POV Inéz
Der Idiot hat mich alleine gelassen und jetzt folge ich einfach einem der unzähligen Gänge, mitten ins Herz des Bordells. Besonders wohl fühle ich mich nicht, hier so herumzuschnüffeln, aber wäre ich an der Bar geblieben, hätte ich keine Sekunde Ruhe gehabt. Dieser eigenartige Mann wäre wieder zu mir gekommen und er sieht nicht wie der Typ Mann aus, der ein <<nein>> akzeptiert. Ich kann gar nicht verstehen, wie die Frauen hier sowas aushalten. Ich habe mich bereits bei Jacks Berührungen und die des Mannes auf der Straße so dreckig und benutzt gefühlt. Sie haben jeden Tag gleich mehrere schmierige Typen zu bedienen.
Wie kann man so eine Berufung freiwillig machen? Ich kann es vielleicht noch verstehen, bei den Frauen, die wirklich nichts und niemanden haben und schnell zu Geld kommen müssen....alles andere bleibt mir ein Rätsel.
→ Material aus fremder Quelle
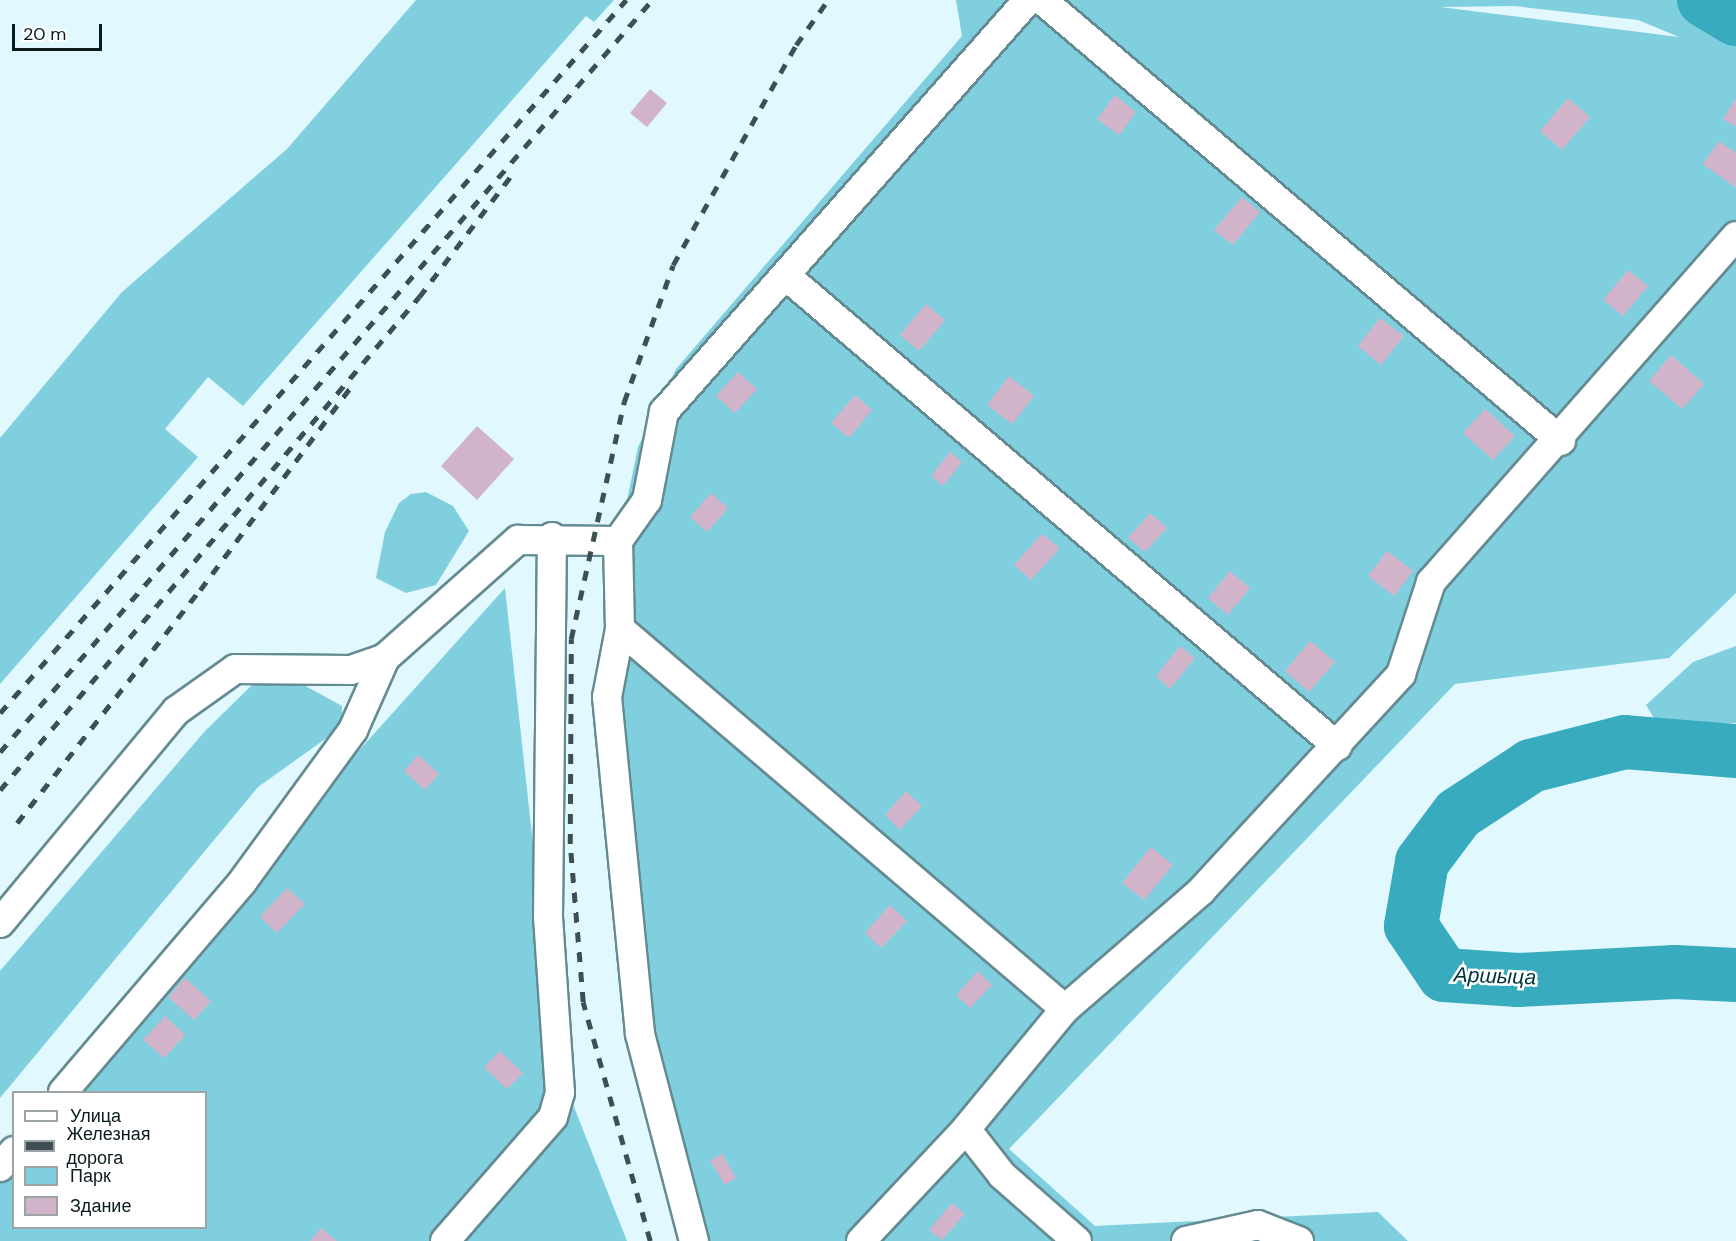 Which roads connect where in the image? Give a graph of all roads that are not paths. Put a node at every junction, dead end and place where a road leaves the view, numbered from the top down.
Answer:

Ich laufe nun einen der Hauptgänge entlang, der durch rote Lampen und LED-Lichter beleuchtet wird. Ein Mischgeruch aus Alkohol, Zigaretten und billigem Parfüm steigt mir in die Nase. Rechts und links befinden sich Zimmertüren, eine nach der anderen. Manche sind geschlossen und alle möglichen Stöhngeräusche, Peitschenhiebe und bizarren Töne sind zu vernehmen. Ich verschränke unsicher die Arme und schreite weiter, bis sich eine Türe auf der linken Seite öffnet und ein Mann herauskommt. Er knöpft seine Hose lächelnd zu und schreitet an mir vorbei, in Richtung Ausgang.
Inéz, was hast du erwartet? Es ist ein Bordell, natürlich gehen hier wahrhaftige Kunden ein und aus. Ebenso, wie es hier echte Prostituierte gibt. Es ist alles so eigenartig und neu für mich. Mit dieser Szene habe ich ja überhaupt nichts am Hut, geschweige denn habe ich mal eine Sexarbeiterin kennengelernt.
„Du bist also die Neue?" Eine Frau läuft aus der Türe, wo eben noch der Mann herausgekommen war. Sie trägt so gut wie gar nichts und ihr Körper ist übersät mit violetten und dunkelroten Hämatomen. So rot wie die Hämatome, so rot ist das Licht, das aus ihrem Zimmer strahlt und ihre glatten Haare.
„Neue?" Frage ich verwirrt, während sie meinen Körper, wie eine Neuware begutachtet und meine dunklen, welligen Haare analysiert.
„Wie alt bist du? Mr Soarez sucht ja wirklich nur noch junge Dingerchen aus...", seufzt sie.
„Ähm 18 und du?"
Sie verdreht die Augen. „Er spinnt, du bist noch minderjährig. Bald wird er mich auch ersetzen, durch so ein junges Mauerblümchen wie dich."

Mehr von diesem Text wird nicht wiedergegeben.